• What is expected: Go through the listing and repeat each entry exactly, but include no pictures.

________________________________________

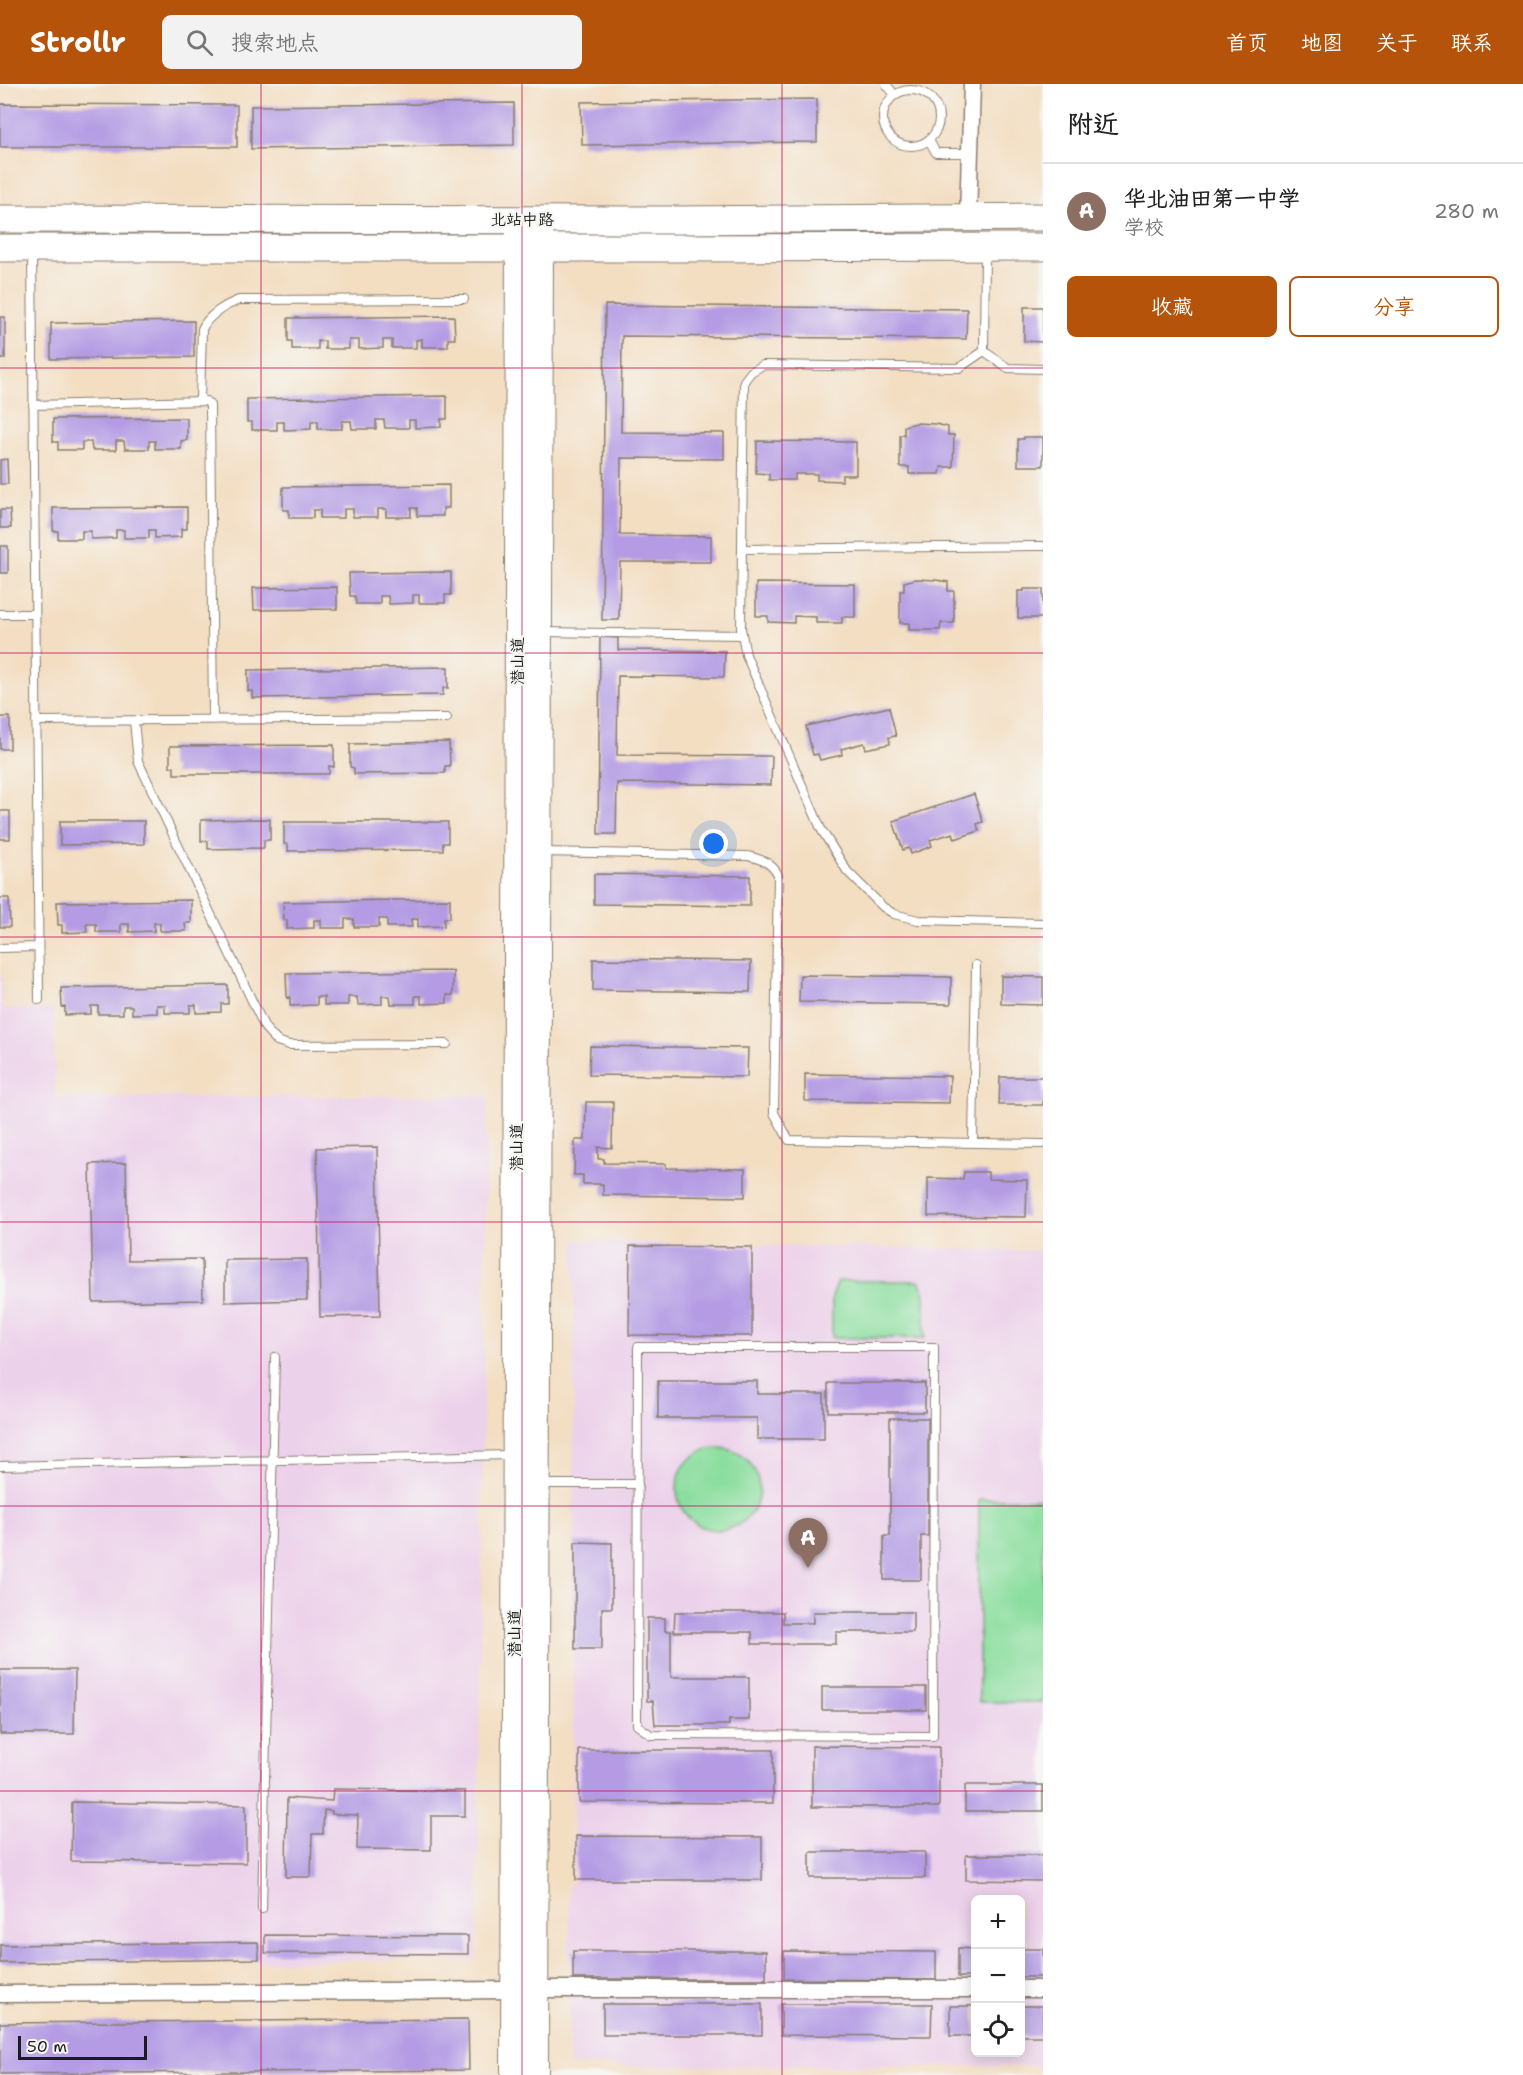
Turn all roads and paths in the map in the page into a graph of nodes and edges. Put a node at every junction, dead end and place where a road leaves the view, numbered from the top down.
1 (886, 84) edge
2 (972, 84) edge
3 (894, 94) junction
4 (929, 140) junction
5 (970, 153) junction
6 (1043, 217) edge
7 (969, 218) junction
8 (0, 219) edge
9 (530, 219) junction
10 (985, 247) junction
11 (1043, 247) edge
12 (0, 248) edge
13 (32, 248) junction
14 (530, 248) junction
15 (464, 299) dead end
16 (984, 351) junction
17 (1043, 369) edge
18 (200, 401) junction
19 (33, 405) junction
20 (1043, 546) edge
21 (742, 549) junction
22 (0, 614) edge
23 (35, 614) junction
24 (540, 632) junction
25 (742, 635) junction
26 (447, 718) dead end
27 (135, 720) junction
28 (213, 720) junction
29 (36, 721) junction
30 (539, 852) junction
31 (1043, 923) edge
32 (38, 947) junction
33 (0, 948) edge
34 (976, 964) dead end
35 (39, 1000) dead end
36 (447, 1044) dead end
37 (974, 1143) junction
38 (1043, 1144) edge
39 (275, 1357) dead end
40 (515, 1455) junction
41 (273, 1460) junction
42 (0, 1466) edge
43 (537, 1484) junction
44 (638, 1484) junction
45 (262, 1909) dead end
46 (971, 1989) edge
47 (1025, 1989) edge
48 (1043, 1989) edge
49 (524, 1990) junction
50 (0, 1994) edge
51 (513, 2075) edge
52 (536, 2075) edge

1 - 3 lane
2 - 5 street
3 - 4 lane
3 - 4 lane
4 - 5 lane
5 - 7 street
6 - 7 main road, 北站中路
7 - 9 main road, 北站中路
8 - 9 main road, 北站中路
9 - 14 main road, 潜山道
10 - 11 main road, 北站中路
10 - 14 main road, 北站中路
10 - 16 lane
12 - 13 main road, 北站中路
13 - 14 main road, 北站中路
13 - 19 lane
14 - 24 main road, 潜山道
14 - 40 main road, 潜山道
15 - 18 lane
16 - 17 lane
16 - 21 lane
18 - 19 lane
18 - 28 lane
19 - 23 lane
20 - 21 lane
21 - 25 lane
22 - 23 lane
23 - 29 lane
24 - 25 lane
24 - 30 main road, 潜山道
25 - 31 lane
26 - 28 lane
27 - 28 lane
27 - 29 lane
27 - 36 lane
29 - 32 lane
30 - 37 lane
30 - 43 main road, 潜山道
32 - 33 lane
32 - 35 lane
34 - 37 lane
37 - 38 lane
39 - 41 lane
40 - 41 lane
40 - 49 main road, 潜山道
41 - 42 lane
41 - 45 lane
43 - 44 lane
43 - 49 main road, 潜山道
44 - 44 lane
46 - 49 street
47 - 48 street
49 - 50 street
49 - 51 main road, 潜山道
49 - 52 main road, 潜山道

________________________________________

• Result:
Turn all roads and paths in the map in the page into a graph of nodes and edges. Put a node at every junction, dead end and place where a road leaves the view, numbered from the top down.
1 (886, 84) edge
2 (972, 84) edge
3 (894, 94) junction
4 (929, 140) junction
5 (970, 153) junction
6 (1043, 217) edge
7 (969, 218) junction
8 (0, 219) edge
9 (530, 219) junction
10 (985, 247) junction
11 (1043, 247) edge
12 (0, 248) edge
13 (32, 248) junction
14 (530, 248) junction
15 (464, 299) dead end
16 (984, 351) junction
17 (1043, 369) edge
18 (200, 401) junction
19 (33, 405) junction
20 (1043, 546) edge
21 (742, 549) junction
22 (0, 614) edge
23 (35, 614) junction
24 (540, 632) junction
25 (742, 635) junction
26 (447, 718) dead end
27 (135, 720) junction
28 (213, 720) junction
29 (36, 721) junction
30 (539, 852) junction
31 (1043, 923) edge
32 (38, 947) junction
33 (0, 948) edge
34 (976, 964) dead end
35 (39, 1000) dead end
36 (447, 1044) dead end
37 (974, 1143) junction
38 (1043, 1144) edge
39 (275, 1357) dead end
40 (515, 1455) junction
41 (273, 1460) junction
42 (0, 1466) edge
43 (537, 1484) junction
44 (638, 1484) junction
45 (262, 1909) dead end
46 (971, 1989) edge
47 (1025, 1989) edge
48 (1043, 1989) edge
49 (524, 1990) junction
50 (0, 1994) edge
51 (513, 2075) edge
52 (536, 2075) edge

1 - 3 lane
2 - 5 street
3 - 4 lane
3 - 4 lane
4 - 5 lane
5 - 7 street
6 - 7 main road, 北站中路
7 - 9 main road, 北站中路
8 - 9 main road, 北站中路
9 - 14 main road, 潜山道
10 - 11 main road, 北站中路
10 - 14 main road, 北站中路
10 - 16 lane
12 - 13 main road, 北站中路
13 - 14 main road, 北站中路
13 - 19 lane
14 - 24 main road, 潜山道
14 - 40 main road, 潜山道
15 - 18 lane
16 - 17 lane
16 - 21 lane
18 - 19 lane
18 - 28 lane
19 - 23 lane
20 - 21 lane
21 - 25 lane
22 - 23 lane
23 - 29 lane
24 - 25 lane
24 - 30 main road, 潜山道
25 - 31 lane
26 - 28 lane
27 - 28 lane
27 - 29 lane
27 - 36 lane
29 - 32 lane
30 - 37 lane
30 - 43 main road, 潜山道
32 - 33 lane
32 - 35 lane
34 - 37 lane
37 - 38 lane
39 - 41 lane
40 - 41 lane
40 - 49 main road, 潜山道
41 - 42 lane
41 - 45 lane
43 - 44 lane
43 - 49 main road, 潜山道
44 - 44 lane
46 - 49 street
47 - 48 street
49 - 50 street
49 - 51 main road, 潜山道
49 - 52 main road, 潜山道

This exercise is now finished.